A few random thoughts about poop
My youngest just let loose the poop of the week. Outfit #1 of the week ruined by a mixture of cereal, prunes and ham making it's grand reentry into the light. I was about to take a picture of it to show Mower when he got home, but decided against it. That crosses a line, even for me. Suffice to say, it's up there on my list of poops to remember, like the one where Bubba pooped on the way to Wal-Mart. She normally pooped in three separate episodes, which cost us a lot in diapers for the first few weeks until we caught on that she would be done in ten minutes and there was no need to change her right away. So she only let loose once, and I thought it was just a long, happy tooting session. Nope. There I am in the parking lot of Wal-Mart in winter, cutting the onsie off her in order to avoid pulling it over her head. I admit, I was, just that once, the lady that left a nasty diaper in the parking lot instead of walking to the front for a trash can. I would not have been able to get the carrier and the diaper bag into the store while carrying the nastiest poopy diaper known to Southeast Texas in 2000, so I allowed myself to be white trash for a few moments and left it steaming on the pavement.

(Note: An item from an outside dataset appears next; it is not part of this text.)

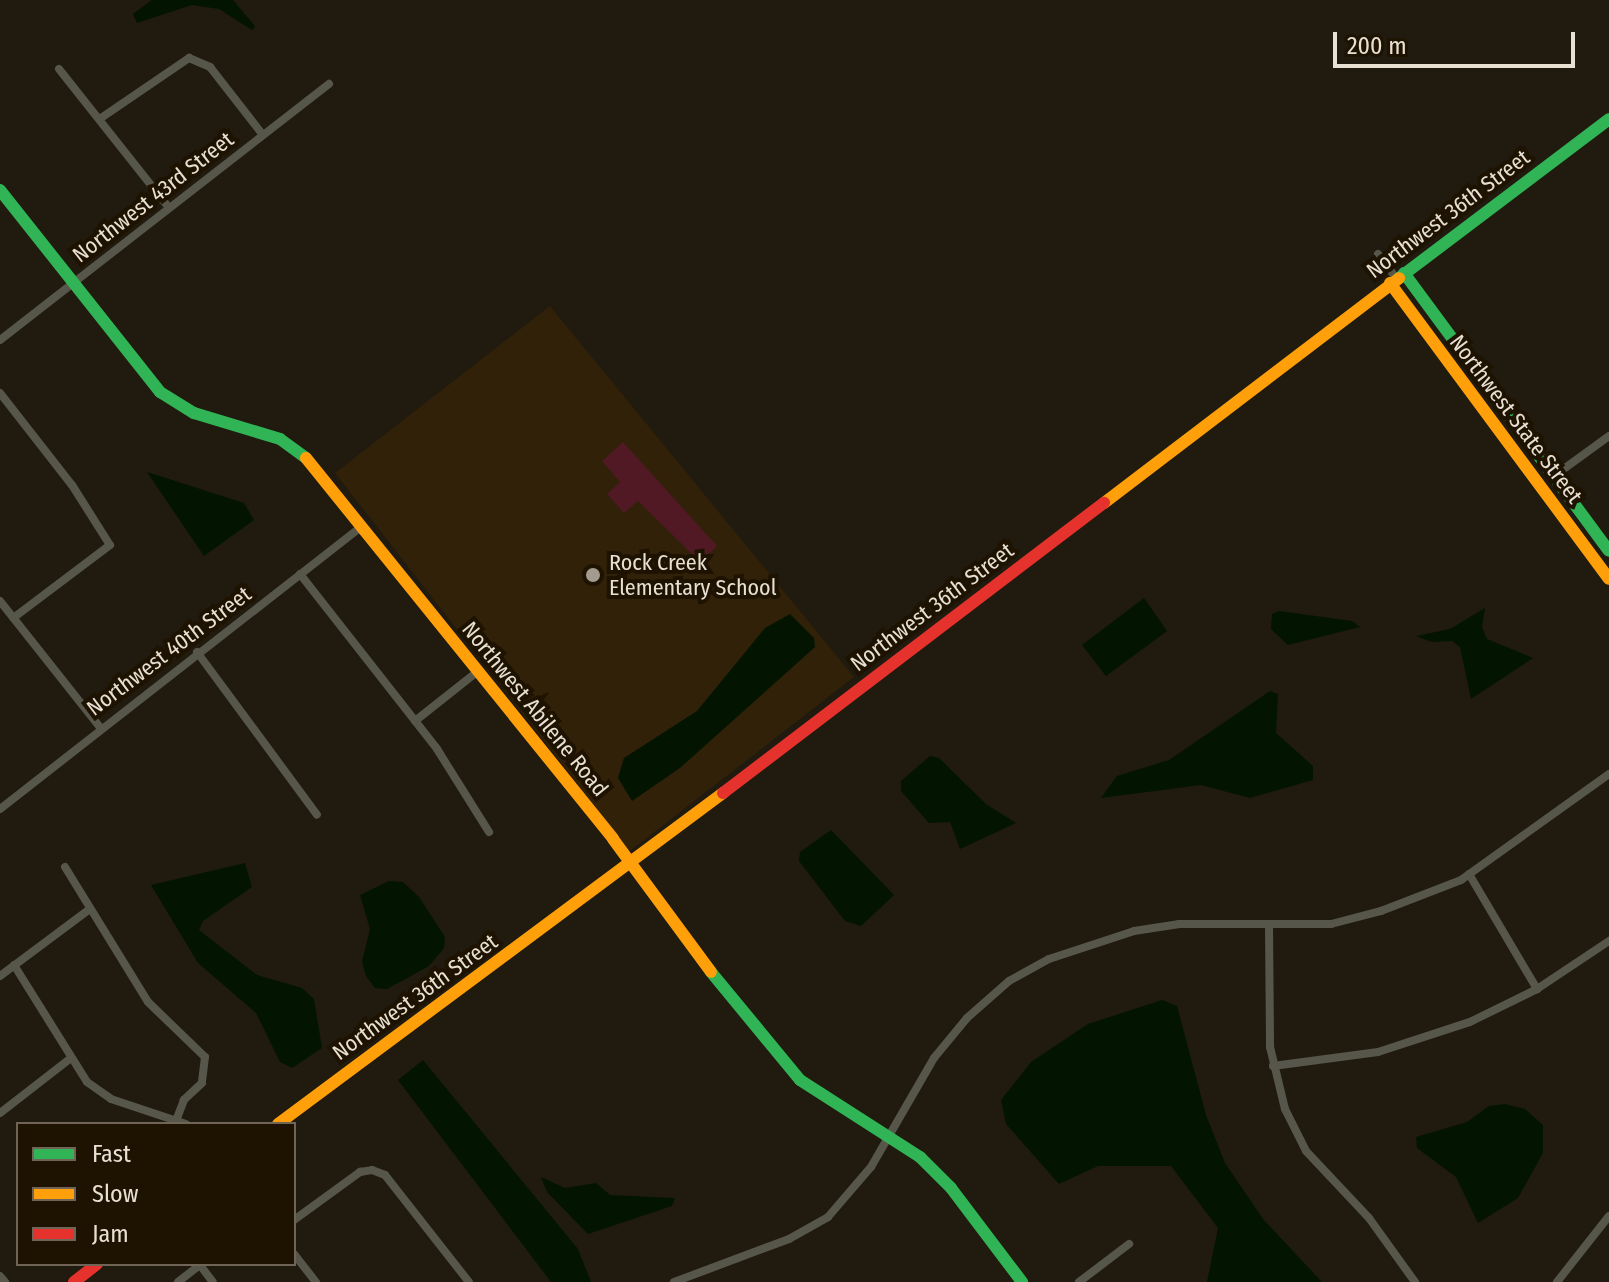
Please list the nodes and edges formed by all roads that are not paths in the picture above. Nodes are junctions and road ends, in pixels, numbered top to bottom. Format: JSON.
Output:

Handsome seemed to only poop in a clean diaper. He still isn't potty-trained, and he is now four. The kid wanted/wants a clean diaper before he soils it, but then he could stew in it all day long singing Kumbayah and lighting incense to cover the smell. Ask him if he went stinky poo-poo, and he'll respond with a high-pitched scream of fury, and may even try to hit you. We have a Wall E toy perched on a shelf to encourage him to stinky poo-poo in the potty, and all we get is a little boy who tries to manipulate us into giving it to him by accident. Mower was enticed to come and "Help me!" and Handsome stood there and casually asked for Mower to get Wall E like he has mistakenly placed him out of his own reach. Nope, sorry dude. Gotta drop the kids off at the pool before you get that $25 bribe.
Luckily, Honey wants a clean diaper often, and not just to poop in. She despises the feel of poop. I am thinking at this point that she will be trained before Handsome. We may even need to send Handsome to his prom with a diaper. "Here you go, son, your date's corsage and your XXL Training Pants. With Lightning McQueen on them, your favorite. Have fun!" I would even switch him to pink Pull-Ups, but the boy would just proudly show off the Disney princesses he was wearing as if it's Fashion Week in NYC.
So I am debating whether or not to pour some gasoline in the washer to clean the poop that was saturating Honey's outfit, but it's still too expensive to use gas to do that. I'll just throw some of Mower's clothes in there and let them be the test subject to whether or not the poop is mutant or if it did wash out of her outfit and enter the water system to be cleaned at a plant. Sorry about that guys. I know the wastewater management guys deal with a lot of smell and mess, but Honey's leakage onto her outfit probably doubled their normal annual allotment of disgusting water. But my kids and their massive poops will keep that particular facet of the economy going, so yes, you're welcome.